Porque, aunque le aterrorizaban sus necesidades, anhelaba aliviar su sufrimiento. Sin importar el costo.
El látigo, el dolor, las cicatrices. Si venían de él, las soportaría de buena gana, si eso significaba que él encontraría la paz. «Toma lo que necesites de mí».
Lord Vladya la miró fijamente durante lo que pareció una eternidad. «Estás loca». La incredulidad brillaba en sus ojos salvajes. «Estás realmente, completamente loca».
Entonces, la besó. Ferozmente.
El beso no fue suave. No había nada de ternura en él. Era posesivo.
Su lengua, sus labios, devoraron los de ella, tomando y tomando y tomando hasta que Aekeira volvió a temblar visiblemente, sin aliento por el deseo.
«Mía», siseó contra sus labios.
Sus ojos se abrieron de par en par por la sorpresa. ¿La estaba reclamando aquí mismo… delante de ellos?
Antes de que pudiera procesarlo del todo, su gran señor se dio la vuelta, protegiéndola con su ancha espalda. Gruñó a los otros dos grandes gobernantes. «¡Mía!».
Aekeira miró por encima de su hombro, conmocionada y con un nudo en el estómago.
«Tuya», declaró Lord Ottai, levantando las manos en señal de rendición.
El gran rey no dijo una palabra, con sus ojos atentos puestos en ella, su expresión cautelosa pero llena de una curiosidad indisimulada, y algo más…

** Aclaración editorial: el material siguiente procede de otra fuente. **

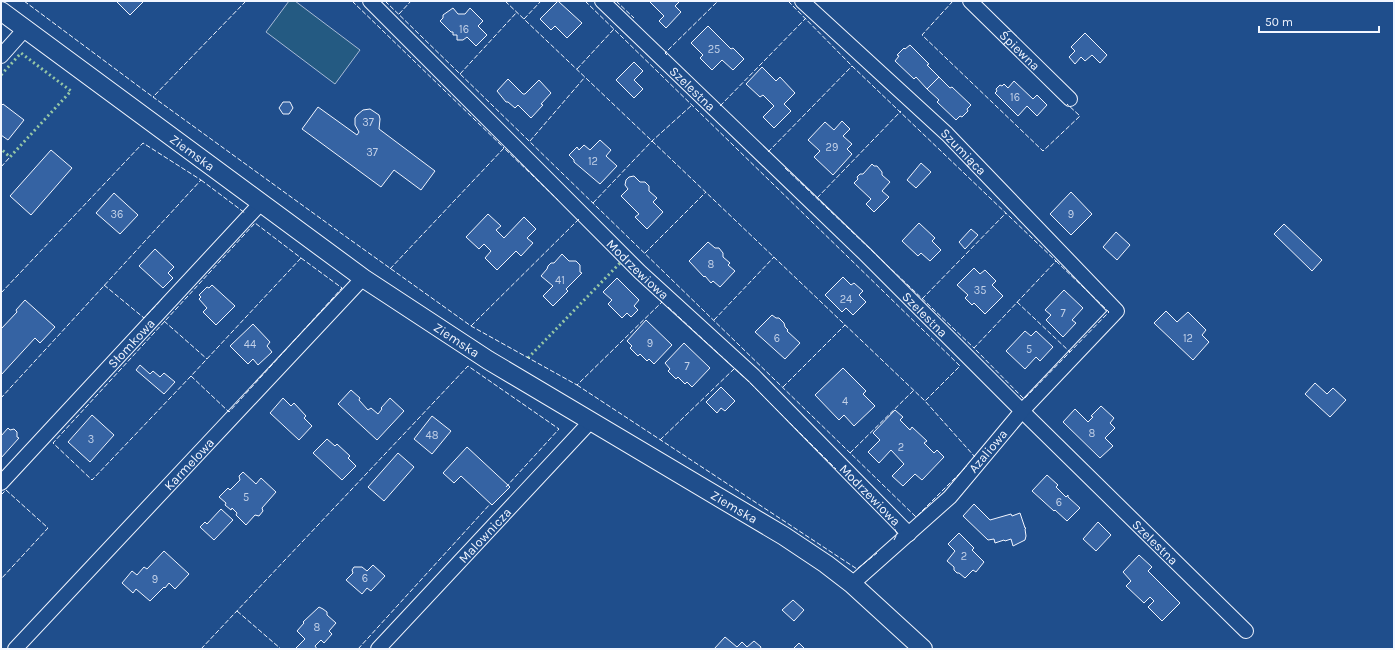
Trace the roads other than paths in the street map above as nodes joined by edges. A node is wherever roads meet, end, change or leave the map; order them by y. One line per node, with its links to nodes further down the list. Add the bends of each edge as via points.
1 (370, 1): 15 (street, Modrzewiowa, via 640,272 754,376)
2 (602, 1): 12 (street, Szelestna, via 864,253)
3 (802, 1): 11 (street, Szumiąca, via 947,134)
4 (970, 1): 8 (street, Śpiewna)
5 (1, 11): 6 (street, Ziemska)
6 (25, 29): 7 (street); 9 (street, Ziemska)
7 (1, 56)
8 (1070, 99)
9 (260, 204): 10 (street, Ziemska); 14 (street, Słomkowa)
10 (363, 278): 13 (street, Ziemska, via 488,360); 18 (street, Karmelowa)
11 (1118, 311): 12 (street, Azaliowa)
12 (1022, 411): 15 (street, Azaliowa, via 950,497); 17 (street, Szelestna)
13 (591, 422): 16 (street, Ziemska, via 784,536); 19 (street, Malownicza)
14 (1, 483)
15 (909, 534): 16 (street, Azaliowa)
16 (852, 584): 20 (street, Ziemska)
17 (1246, 631)
18 (15, 649)
19 (378, 649)
20 (923, 649)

Aekeira se acercó más a él, salvaje, escondiéndose de su mirada penetrante. —¡Mía! —repitió lord Vladya en un rugido de ira, dando un amenazador paso adelante.
El rey Daemonikai finalmente apartó la mirada de ella y miró a su amigo. Su expresión se suavizó. «Tuyo», entonó, cruzando los brazos a la espalda. «Ella es tuya, V. D.».
Lord Vladya gruñó satisfecho, se dio la vuelta y la levantó en sus brazos. Se dirigió a su alcoba, cerrando la puerta de golpe tras ellos y aislándose del mundo.
EL GRAN SEÑOR VLADYA
Vladya contempló el espectáculo que tenía ante sí, satisfecho. Aekeira yacía atada a su cama, desnuda, con las muñecas atadas al cabecero con cuerdas y las piernas abiertas de par en par para él.
Su piel brillaba en la tenue luz. Era impresionante.
Las voces en su cabeza rugían, pero las hizo pasar a un segundo plano. La lujuria nublaba su mente, su cuerpo dolía de deseo. Quería enterrarse profundamente en ella, perderse en el calor que lo llamaba.
Pero primero…
Vladya se acercó al tocador, rebuscando en los cajones hasta que sus dedos cerraron alrededor del familiar mango de un robusto látigo.
Había fantaseado con este momento más veces de las que podía contar, imaginando cómo se sentiría al fin empuñarlo contra su piel. Simplemente soltarlo y ver los hermosos rastros de sangre.
Aekeira emitió un pequeño sonido, sus grandes ojos siguiendo cada uno de sus movimientos. El miedo estaba ahí, pero también… la confianza.
Y esos labios. Llenos, con un puchero, pintados de un rojo intenso que parecía rogarle. El látigo podía esperar.